Work order >> Your result should be every line of the records below that contains the word "overflow".

[Extracted records]

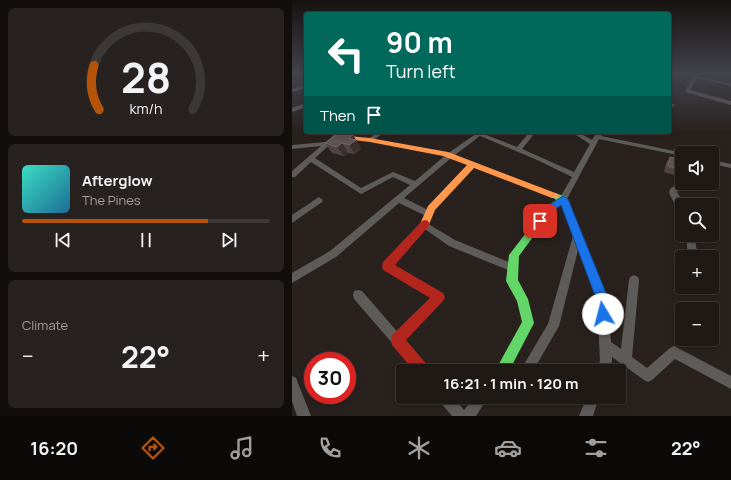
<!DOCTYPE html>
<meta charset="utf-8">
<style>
:root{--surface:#1f1916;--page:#27221f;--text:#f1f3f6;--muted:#a1a0a1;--line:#3c3835;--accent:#b45309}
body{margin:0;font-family:Manrope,sans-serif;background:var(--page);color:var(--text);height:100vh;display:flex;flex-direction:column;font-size:15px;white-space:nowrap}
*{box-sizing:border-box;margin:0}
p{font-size:13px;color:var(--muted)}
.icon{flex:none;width:22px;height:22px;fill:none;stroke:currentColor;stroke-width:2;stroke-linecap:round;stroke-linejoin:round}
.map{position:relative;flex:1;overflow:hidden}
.drawer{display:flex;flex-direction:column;gap:8px;padding:8px;background:#110e0c;width:292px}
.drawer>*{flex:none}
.hud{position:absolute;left:12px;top:12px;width:367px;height:122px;border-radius:4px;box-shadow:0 2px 6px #0003,0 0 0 1px var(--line);background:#00695c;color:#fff;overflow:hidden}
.fabs{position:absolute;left:383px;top:146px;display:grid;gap:8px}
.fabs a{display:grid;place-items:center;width:44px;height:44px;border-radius:4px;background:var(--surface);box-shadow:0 2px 6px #0003,0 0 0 1px var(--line);font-size:20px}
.speed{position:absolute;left:12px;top:352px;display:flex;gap:8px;font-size:20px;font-weight:700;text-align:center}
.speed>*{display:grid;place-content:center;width:52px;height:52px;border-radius:50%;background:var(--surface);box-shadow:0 2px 6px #0003,0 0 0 1px var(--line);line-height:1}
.speed .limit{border:6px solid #d22;background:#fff;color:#111}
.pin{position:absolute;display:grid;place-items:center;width:34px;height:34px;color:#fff;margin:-17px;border-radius:8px;box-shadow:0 2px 6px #0006}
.me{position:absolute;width:44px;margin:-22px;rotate:352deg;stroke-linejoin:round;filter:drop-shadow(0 0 3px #0008)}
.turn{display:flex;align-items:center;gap:14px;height:84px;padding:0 16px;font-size:18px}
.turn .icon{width:52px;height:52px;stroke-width:2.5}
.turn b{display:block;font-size:28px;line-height:34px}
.then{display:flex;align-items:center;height:38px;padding:0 16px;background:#0003;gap:8px;font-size:15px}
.big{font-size:30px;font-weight:700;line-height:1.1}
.drawer .card{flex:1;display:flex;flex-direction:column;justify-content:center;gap:6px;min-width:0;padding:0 14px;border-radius:6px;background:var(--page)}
.drawer .dial{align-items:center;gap:0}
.dial svg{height:104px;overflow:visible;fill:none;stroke:var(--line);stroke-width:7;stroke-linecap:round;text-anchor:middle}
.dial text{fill:var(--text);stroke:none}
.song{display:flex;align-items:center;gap:12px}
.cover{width:48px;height:48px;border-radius:6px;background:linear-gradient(135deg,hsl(170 70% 55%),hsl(200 70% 35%))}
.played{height:4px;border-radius:2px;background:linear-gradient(90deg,var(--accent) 75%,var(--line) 75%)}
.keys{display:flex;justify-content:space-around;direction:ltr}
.heat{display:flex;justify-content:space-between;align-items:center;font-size:22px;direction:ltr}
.trip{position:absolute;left:104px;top:364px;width:230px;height:40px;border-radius:4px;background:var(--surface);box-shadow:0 2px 6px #0003,0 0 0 1px var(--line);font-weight:700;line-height:40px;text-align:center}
.menu{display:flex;height:64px;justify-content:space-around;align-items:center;background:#0c0a09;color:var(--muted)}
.menu .icon{width:28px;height:28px}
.menu .current{color:var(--accent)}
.menu b{font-size:18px;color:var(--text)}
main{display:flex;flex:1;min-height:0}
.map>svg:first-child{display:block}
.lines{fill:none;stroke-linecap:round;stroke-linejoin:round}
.street{fill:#5e5c5a;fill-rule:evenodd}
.fast{fill:#63d668;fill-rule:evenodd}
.slow{fill:#ff974d;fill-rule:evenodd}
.jam{fill:#b3261e;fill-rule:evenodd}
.wall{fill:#514444}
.shaded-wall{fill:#3b302f}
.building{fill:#605353;stroke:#726766}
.route{fill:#1a73e8;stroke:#114b97}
</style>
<main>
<section class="drawer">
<div class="card dial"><svg viewBox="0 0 100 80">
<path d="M14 69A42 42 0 1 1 86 69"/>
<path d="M14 69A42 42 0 0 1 10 35" stroke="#b45309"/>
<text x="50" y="56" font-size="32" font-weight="700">28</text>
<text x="50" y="72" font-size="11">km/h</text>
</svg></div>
<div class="card">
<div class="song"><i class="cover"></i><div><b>Afterglow</b><p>The Pines</p></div></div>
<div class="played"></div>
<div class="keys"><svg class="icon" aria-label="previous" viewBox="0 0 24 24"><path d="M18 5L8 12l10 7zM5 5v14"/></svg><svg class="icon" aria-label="pause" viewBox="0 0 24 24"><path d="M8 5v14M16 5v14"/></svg><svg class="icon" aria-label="next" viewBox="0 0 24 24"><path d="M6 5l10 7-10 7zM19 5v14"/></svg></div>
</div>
<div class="card"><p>Climate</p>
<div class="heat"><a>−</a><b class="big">22°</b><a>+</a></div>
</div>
</section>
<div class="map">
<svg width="439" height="416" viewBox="0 0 439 416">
<rect width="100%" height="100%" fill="#29211e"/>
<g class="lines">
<g class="street">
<polygon points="390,74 398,74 439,84 439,86 405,78 398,90 439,101 439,105 393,92 393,91 401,77"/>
<polygon points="14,85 14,88 0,92 0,89"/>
<polygon points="377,102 383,105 380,107 377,106"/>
<polygon points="14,103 14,107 0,112 0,108"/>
<polygon points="45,132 52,132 23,158 69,188 101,172 123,181 155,154 185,133 193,132 192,134 225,147 235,135 231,132 241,133 242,134 230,149 282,172 298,144 279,132 286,132 300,140 305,132 311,132 309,136 392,153 390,153 390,156 307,139 275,199 315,298 319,342 329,349 337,280 338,277 342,275 346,277 347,280 340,357 355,368 378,348 382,346 439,376 439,389 383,359 360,380 356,382 352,380 320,357 320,361 316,371 304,371 308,361 305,298 286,250 267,326 241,371 228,371 256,324 281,236 267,199 280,177 243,159 188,136 159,158 112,198 140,212 141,214 140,216 134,216 107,203 44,257 0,283 0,273 38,251 118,185 101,177 69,194 19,162 3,177 0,177 0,171 29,146 0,149 0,145 34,142"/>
<polygon points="86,132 93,132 80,141 76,141 76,139"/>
<polygon points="420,160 439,164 439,168 420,164"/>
<path d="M 390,182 L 390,183 L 398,183 L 385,192 L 393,205 L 390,205 L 390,210 C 384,208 379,198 377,192 L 379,188 Z"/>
<polygon points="27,197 31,200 30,202 0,223 0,215"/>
<polygon points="133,222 163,240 224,265 226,268 224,271 221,272 157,246 130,227 129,225 130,223"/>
<polygon points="394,235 402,235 406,257 396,257"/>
<polygon points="66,290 70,291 109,336 111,340 109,344 105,346 101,344 62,299 61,295 62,291"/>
<polygon points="0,376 4,378 19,416 5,416 0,401"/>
<polygon points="147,397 162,397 172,410 182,397 196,397 184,416 160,416 148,402"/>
<polygon points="295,397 307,397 301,416 287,416"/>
</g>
<polygon class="fast" points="263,193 274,197 275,199 274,201 260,211 227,256 226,280 236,299 242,323 217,371 203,371 230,322 225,301 214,281 217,255 254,207 264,200 259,196"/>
<polygon class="slow" points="47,135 78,138 156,152 266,194 267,196 266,198 260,198 182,168 143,210 136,227 133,228 130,227 128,224 136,206 175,165 151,156 78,142 45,138 45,136"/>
<polygon class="jam" points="133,220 136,221 138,224 136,227 103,265 151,293 153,297 151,301 114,340 136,366 138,371 122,371 100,345 99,340 100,335 138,298 91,270 90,266 91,262 130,221"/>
</g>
<g class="wall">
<polygon points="55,132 73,132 70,135 55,133"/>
<polygon points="61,135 69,149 63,154 56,153 52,156 40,153 33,143"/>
<polygon points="378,157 387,169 382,175 372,172 374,163"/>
</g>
<g class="shaded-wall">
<polygon points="68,132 73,132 70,135"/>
<polygon points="61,135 69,149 63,154 57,145 57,138"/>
<polygon points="50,143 56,153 52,156 45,147"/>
</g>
<g class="building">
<polygon points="49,132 61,135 57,138 64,140 57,145 50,143 45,147 33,143"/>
<polygon points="378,157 388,159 387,169 376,166"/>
</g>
<linearGradient id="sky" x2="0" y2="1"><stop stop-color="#171210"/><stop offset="0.56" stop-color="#43434c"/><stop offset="1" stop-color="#43434c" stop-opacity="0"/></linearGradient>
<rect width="439" height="132" fill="url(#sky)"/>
<polygon class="route" points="271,196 276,199 316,298 317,314 315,318 311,320 306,318 305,314 304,298 269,205 260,212 252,223 245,223 243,221 254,207"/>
</svg>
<div class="fabs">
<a><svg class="icon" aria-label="sound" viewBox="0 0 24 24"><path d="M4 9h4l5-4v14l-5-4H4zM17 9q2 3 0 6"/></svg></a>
<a><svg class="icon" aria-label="search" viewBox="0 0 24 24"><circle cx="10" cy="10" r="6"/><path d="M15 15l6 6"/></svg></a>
<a>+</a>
<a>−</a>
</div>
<div class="speed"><div class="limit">30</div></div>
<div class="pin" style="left:248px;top:221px;background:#d93025"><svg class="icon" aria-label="arrive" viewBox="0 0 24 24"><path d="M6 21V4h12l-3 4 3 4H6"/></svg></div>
<svg class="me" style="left:311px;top:314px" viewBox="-20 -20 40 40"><circle r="19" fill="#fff"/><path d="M0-13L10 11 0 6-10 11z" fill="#1a73e8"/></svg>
<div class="trip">16:21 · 1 min · 120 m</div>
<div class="hud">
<div class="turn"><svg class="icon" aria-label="left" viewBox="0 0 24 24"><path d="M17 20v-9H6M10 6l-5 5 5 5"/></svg><div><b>90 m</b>Turn left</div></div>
<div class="then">Then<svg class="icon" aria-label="arrive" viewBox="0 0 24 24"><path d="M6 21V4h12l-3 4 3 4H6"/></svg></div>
</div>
</div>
</main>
<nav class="menu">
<b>16:20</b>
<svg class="icon current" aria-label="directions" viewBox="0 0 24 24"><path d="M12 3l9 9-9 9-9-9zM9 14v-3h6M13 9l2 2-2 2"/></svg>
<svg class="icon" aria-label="music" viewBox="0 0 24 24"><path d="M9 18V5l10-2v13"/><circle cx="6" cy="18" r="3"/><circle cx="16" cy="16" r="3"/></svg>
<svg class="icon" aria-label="phone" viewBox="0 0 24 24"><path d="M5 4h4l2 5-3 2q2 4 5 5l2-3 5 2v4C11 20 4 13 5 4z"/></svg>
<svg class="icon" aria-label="climate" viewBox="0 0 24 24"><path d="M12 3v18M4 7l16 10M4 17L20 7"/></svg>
<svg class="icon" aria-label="car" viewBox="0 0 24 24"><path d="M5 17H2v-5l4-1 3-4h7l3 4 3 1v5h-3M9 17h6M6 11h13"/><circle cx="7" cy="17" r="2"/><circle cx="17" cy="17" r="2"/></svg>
<svg class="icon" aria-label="filters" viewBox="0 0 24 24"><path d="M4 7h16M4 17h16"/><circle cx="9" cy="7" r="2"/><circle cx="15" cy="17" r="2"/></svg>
<b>22°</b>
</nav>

Solution for this task >>
.map{position:relative;flex:1;overflow:hidden}
.hud{position:absolute;left:12px;top:12px;width:367px;height:122px;border-radius:4px;box-shadow:0 2px 6px #0003,0 0 0 1px var(--line);background:#00695c;color:#fff;overflow:hidden}
.dial svg{height:104px;overflow:visible;fill:none;stroke:var(--line);stroke-width:7;stroke-linecap:round;text-anchor:middle}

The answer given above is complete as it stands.